Run 2 — strict grounded prompt (STRICT_PROMPT=1 bash benchmarks/multimodal/run.sh). I tightened the prompt to force the model to first enumerate only values visually present on the slide, then quote the transcript verbatim, then issue a MATCH | MISMATCH | NOT MENTIONED verdict. Output excerpt:

Item:        List Price Increase Percentage
Slide:       fifteen percent              ← wrong; slide actually shows 20%
Transcript:  "...we are raising list price by fifteen percent..."
Verdict:     MATCH

Item:        Lighthouse Launch Date
Slide:       July fifteen                 ← wrong; slide actually shows July 22
Transcript:  "Voice control launches with Lighthouse on July fifteen."
Verdict:     MATCH

Total mismatches: 0

The strict prompt overcorrected. With the slide image present but the (much larger) transcript dominating the prompt's attention, the model effectively stopped looking at the slide — it filled the "Slide:" field with whatever the transcript said and labelled everything MATCH. Both planted inconsistencies surfaced as false negatives. The same run hallucinated 30+ additional rows for items that aren't on the slide at all (Cambridge office details, NPS Q1 baseline, deployment time targets) — confabulated by reading the transcript and pretending those things were rendered.
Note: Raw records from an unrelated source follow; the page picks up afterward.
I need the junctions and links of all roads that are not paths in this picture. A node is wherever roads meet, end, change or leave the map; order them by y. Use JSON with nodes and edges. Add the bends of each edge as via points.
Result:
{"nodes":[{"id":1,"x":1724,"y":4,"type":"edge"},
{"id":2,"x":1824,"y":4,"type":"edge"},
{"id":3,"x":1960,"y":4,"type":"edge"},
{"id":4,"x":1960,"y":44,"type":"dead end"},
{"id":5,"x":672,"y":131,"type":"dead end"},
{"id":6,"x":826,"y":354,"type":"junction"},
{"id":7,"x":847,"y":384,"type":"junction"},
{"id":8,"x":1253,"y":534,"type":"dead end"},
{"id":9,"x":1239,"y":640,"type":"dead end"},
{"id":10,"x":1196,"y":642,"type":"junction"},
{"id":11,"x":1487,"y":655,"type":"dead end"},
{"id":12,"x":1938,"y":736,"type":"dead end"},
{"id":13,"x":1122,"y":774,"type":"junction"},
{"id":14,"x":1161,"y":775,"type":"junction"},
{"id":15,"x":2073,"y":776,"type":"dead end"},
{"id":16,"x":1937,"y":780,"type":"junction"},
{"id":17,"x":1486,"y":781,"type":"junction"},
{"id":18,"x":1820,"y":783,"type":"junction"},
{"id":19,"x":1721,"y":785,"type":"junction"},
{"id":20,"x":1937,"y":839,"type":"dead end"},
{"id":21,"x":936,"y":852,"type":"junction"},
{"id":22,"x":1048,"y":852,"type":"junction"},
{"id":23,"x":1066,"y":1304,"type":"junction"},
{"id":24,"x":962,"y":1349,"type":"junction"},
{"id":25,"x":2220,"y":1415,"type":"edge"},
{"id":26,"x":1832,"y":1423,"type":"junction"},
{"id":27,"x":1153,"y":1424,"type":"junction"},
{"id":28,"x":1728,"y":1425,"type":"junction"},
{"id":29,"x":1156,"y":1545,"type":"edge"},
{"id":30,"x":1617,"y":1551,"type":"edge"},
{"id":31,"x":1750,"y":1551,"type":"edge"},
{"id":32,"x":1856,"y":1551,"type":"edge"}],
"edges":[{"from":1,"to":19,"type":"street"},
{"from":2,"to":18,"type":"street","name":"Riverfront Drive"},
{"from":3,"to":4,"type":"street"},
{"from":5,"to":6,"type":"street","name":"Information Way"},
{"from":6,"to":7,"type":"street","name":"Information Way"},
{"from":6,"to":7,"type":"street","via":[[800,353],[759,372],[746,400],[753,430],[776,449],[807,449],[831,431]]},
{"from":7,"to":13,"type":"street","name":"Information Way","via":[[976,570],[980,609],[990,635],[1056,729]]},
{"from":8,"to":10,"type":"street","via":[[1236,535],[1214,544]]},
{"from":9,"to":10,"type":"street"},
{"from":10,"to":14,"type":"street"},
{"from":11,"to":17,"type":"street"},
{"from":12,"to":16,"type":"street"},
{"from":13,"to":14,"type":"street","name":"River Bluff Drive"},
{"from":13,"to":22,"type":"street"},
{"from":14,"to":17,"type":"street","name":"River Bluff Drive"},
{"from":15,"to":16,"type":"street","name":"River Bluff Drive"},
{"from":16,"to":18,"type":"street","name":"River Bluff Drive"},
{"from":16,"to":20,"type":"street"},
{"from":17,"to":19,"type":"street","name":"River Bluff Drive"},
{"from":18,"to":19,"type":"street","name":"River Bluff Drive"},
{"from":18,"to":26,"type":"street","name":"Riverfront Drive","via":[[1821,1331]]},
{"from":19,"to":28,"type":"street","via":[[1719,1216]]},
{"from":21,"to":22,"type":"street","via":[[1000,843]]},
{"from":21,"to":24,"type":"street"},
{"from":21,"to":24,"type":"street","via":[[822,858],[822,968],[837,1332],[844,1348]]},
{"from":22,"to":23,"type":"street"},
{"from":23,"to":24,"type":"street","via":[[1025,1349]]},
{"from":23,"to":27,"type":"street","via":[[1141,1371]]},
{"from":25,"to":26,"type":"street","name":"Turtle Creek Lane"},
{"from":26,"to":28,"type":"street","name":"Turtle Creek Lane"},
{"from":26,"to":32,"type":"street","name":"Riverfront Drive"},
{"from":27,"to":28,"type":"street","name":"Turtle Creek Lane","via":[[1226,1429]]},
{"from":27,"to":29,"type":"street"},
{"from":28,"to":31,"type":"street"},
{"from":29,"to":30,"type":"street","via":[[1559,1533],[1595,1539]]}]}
The honest read. At 2B effective parameters, Gemma 4's vision is useful as a first-pass scanner for obvious numeric mismatches (Run 1 caught one real planted inconsistency on the first try with no tuning) but not yet reliable enough to be the only check at this size — it has two failure modes that pull in opposite directions and a sharper prompt cannot fix both at once. Production-quality slide-vs-discussion auditing on local hardware probably needs:

A bigger vision tower — E4B (9.6 GB) likely shifts the failure floor up; the 31B Dense model further still. Both are out of reach for Scripta's 16 GB target machine while Whisper, the audio pipeline, and a browser are also resident.
Or a hybrid pipeline — OCR the slide first, then do the cross-reference as a pure text-vs-text task that the same E2B handles confidently (see the calibration behavior from earlier in this post).

This is the kind of capability ceiling that's easy to miss in a five-minute demo and obvious once you actually try to use the output for anything, and it's why Scripta v3.2 ships the text path only. Wiring multimodal into the summary loop is a v3.3 question whose prerequisite is solving this grounding fragility, not a coding task — the infrastructure to capture screen-share frames already exists in Scripta (system audio is captured via ScreenCaptureKit, the same SCStream can vend video samples), so the bottleneck is the model behavior I just measured, not the plumbing.

Honest tradeoffs of choosing E2B

Picking E2B is not a free upgrade over a 3B Qwen:

~3× larger download. 7.2 GB vs 1.9 GB for qwen2.5:3b.
~30% slower throughput. 27 tok/s vs 39 tok/s on the same hardware. A 60-second summary becomes an 80-second summary.
Longer cold start. First inference includes ~80 seconds of model load on first use. Hot loads are instant.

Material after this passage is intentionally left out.